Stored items

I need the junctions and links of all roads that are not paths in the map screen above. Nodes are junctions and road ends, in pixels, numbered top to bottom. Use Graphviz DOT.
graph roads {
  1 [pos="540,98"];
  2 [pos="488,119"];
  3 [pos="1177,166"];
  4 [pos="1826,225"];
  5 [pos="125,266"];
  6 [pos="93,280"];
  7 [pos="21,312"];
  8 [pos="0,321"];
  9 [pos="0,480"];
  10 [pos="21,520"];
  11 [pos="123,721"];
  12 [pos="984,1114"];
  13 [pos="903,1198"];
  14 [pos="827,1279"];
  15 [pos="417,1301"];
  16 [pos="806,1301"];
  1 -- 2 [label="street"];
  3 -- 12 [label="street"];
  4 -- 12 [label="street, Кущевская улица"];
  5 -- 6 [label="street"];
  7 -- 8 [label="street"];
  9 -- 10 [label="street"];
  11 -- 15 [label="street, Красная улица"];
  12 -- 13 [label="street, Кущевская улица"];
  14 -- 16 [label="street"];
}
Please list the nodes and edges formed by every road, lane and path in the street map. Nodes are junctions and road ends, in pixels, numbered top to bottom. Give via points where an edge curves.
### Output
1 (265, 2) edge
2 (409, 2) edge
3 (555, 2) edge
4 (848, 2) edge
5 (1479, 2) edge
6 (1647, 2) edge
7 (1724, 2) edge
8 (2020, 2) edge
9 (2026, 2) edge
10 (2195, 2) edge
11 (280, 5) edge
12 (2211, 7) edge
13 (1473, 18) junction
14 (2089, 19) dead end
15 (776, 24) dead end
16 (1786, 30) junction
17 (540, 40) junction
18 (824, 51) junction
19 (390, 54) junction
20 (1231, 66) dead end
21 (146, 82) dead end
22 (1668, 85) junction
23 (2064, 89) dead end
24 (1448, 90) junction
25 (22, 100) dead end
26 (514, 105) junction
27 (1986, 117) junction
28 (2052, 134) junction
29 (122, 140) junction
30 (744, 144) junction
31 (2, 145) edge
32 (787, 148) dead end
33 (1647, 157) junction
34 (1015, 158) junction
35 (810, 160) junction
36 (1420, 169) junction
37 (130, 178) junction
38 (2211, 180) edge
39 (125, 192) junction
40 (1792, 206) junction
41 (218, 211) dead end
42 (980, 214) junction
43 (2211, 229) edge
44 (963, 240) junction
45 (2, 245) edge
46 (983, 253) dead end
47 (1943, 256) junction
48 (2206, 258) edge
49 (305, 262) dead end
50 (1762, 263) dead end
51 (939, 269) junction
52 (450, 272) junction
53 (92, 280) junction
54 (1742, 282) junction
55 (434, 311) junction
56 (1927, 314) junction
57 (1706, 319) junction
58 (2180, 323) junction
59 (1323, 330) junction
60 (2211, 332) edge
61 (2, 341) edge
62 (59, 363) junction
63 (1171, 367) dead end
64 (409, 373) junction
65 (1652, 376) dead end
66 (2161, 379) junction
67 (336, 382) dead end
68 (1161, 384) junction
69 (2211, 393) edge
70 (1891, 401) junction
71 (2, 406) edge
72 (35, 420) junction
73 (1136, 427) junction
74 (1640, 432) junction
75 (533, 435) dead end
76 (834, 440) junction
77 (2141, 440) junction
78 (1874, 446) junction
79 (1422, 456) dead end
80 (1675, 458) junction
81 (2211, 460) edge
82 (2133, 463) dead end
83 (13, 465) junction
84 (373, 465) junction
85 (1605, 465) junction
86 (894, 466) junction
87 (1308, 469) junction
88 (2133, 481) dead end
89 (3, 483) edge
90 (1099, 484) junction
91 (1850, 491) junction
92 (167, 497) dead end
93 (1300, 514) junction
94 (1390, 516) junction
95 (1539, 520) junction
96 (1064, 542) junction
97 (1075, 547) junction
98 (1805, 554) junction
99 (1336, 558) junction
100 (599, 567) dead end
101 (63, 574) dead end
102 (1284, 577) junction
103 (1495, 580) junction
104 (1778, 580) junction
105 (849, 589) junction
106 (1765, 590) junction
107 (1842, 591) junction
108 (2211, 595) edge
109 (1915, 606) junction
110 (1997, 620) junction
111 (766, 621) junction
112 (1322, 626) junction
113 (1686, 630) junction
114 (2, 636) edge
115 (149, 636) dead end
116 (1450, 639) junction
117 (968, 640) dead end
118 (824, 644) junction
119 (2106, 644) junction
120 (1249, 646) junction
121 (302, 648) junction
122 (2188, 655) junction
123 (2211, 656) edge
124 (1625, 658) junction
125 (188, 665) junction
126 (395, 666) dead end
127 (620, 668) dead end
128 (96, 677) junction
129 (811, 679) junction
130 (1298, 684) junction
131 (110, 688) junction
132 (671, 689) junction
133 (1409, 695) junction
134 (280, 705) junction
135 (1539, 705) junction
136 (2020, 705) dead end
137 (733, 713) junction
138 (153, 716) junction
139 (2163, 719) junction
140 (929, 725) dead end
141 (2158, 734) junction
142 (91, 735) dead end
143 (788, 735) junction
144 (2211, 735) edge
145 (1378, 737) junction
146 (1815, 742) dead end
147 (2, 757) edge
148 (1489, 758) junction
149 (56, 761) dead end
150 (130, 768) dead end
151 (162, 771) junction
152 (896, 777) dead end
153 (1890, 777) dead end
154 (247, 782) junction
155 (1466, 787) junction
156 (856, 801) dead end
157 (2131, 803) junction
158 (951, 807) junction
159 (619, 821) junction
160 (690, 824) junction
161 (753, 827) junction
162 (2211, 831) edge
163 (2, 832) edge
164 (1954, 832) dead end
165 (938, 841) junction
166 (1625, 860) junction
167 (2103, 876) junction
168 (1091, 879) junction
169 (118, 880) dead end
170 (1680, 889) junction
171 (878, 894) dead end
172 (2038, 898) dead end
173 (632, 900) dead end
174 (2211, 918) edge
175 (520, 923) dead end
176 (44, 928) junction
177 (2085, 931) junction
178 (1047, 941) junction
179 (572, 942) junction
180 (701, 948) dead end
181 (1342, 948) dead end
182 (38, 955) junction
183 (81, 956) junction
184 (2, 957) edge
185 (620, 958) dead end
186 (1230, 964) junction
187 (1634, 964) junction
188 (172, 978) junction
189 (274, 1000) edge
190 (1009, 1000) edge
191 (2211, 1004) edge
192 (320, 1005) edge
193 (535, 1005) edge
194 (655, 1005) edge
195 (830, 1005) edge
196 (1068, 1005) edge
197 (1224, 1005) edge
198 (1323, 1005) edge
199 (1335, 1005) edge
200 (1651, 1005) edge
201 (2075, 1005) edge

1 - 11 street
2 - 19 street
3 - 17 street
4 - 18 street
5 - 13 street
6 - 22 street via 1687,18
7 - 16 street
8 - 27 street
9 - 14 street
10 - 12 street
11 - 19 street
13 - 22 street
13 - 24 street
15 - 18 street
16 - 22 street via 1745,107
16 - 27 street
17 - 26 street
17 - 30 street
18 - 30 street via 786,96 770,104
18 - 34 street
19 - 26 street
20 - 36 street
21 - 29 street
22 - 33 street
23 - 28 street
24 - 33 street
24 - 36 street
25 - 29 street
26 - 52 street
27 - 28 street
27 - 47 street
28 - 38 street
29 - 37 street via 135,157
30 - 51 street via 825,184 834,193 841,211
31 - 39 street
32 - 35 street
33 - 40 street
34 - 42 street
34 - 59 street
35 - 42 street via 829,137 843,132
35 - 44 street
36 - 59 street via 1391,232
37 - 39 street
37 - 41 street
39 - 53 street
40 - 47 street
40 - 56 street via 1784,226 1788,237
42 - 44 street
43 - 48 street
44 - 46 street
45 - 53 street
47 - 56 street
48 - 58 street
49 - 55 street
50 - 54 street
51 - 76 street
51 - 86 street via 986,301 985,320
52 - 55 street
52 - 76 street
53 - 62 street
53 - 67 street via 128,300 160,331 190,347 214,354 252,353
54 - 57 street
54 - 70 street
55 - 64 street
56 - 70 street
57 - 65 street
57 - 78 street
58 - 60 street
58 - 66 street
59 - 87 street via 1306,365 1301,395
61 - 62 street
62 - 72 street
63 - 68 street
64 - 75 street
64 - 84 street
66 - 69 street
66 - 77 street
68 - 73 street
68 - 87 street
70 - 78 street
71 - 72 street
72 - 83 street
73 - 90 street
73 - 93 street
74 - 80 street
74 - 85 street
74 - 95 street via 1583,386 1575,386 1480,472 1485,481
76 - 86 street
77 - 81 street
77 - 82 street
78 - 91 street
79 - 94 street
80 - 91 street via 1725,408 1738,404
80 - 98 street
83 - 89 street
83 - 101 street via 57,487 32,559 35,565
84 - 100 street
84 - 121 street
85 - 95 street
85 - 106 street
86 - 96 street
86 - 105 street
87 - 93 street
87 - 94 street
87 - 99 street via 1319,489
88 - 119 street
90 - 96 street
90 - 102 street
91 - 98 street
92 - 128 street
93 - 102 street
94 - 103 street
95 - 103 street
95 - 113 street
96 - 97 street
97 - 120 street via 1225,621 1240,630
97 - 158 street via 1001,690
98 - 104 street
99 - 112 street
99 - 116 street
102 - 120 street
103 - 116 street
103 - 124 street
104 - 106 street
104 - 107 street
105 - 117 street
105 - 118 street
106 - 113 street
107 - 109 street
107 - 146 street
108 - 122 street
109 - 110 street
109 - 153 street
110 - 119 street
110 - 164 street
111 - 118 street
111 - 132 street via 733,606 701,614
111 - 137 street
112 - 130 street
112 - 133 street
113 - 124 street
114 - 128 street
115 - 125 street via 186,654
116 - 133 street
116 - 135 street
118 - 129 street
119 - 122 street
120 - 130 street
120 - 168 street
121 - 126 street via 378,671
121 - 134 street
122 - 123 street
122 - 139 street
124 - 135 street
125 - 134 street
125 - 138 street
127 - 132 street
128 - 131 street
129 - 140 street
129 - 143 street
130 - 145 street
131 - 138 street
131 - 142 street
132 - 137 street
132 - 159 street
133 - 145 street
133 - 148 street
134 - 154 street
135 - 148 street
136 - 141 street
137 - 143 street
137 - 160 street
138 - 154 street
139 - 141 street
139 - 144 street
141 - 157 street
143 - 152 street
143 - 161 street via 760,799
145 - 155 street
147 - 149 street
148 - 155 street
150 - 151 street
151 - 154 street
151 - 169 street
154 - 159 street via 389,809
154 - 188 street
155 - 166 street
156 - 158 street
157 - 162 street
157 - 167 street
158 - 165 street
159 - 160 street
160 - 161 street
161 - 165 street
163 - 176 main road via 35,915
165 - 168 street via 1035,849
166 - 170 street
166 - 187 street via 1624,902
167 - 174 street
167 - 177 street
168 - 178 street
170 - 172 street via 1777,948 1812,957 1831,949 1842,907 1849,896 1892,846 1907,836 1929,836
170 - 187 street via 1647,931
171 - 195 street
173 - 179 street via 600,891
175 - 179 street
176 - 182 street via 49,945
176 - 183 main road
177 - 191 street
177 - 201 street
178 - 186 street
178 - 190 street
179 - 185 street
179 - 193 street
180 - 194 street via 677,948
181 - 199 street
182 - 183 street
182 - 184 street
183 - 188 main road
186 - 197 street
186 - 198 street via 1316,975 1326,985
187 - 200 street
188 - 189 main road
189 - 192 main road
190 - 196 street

__AIM OF THE TASK__: With the string "main" as the key, filter the data above and show the lines that match.

__FINISHED EXERCISE__:
163 - 176 main road via 35,915
176 - 183 main road
183 - 188 main road
188 - 189 main road
189 - 192 main road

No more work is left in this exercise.